* **What the exercise asks**:
For every record below, write out an exact copy.

* **Dataset extract**:
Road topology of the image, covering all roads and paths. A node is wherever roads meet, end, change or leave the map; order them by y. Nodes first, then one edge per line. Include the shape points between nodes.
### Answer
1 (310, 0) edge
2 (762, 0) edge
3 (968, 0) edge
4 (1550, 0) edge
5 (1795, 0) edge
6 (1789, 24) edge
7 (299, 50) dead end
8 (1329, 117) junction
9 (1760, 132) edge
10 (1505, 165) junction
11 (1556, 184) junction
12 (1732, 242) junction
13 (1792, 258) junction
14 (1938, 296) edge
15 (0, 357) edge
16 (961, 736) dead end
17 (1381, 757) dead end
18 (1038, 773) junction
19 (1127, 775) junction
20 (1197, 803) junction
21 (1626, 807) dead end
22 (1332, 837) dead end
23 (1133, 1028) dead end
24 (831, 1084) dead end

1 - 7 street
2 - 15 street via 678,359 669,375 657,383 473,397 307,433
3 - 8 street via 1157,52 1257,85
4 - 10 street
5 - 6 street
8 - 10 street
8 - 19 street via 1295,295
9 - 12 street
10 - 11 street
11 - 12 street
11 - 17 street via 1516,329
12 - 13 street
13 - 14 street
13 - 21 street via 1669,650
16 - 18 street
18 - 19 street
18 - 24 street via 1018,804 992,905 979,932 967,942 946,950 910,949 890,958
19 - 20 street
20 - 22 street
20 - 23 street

* **Problem solution**:
Road topology of the image, covering all roads and paths. A node is wherever roads meet, end, change or leave the map; order them by y. Nodes first, then one edge per line. Include the shape points between nodes.
### Answer
1 (310, 0) edge
2 (762, 0) edge
3 (968, 0) edge
4 (1550, 0) edge
5 (1795, 0) edge
6 (1789, 24) edge
7 (299, 50) dead end
8 (1329, 117) junction
9 (1760, 132) edge
10 (1505, 165) junction
11 (1556, 184) junction
12 (1732, 242) junction
13 (1792, 258) junction
14 (1938, 296) edge
15 (0, 357) edge
16 (961, 736) dead end
17 (1381, 757) dead end
18 (1038, 773) junction
19 (1127, 775) junction
20 (1197, 803) junction
21 (1626, 807) dead end
22 (1332, 837) dead end
23 (1133, 1028) dead end
24 (831, 1084) dead end

1 - 7 street
2 - 15 street via 678,359 669,375 657,383 473,397 307,433
3 - 8 street via 1157,52 1257,85
4 - 10 street
5 - 6 street
8 - 10 street
8 - 19 street via 1295,295
9 - 12 street
10 - 11 street
11 - 12 street
11 - 17 street via 1516,329
12 - 13 street
13 - 14 street
13 - 21 street via 1669,650
16 - 18 street
18 - 19 street
18 - 24 street via 1018,804 992,905 979,932 967,942 946,950 910,949 890,958
19 - 20 street
20 - 22 street
20 - 23 street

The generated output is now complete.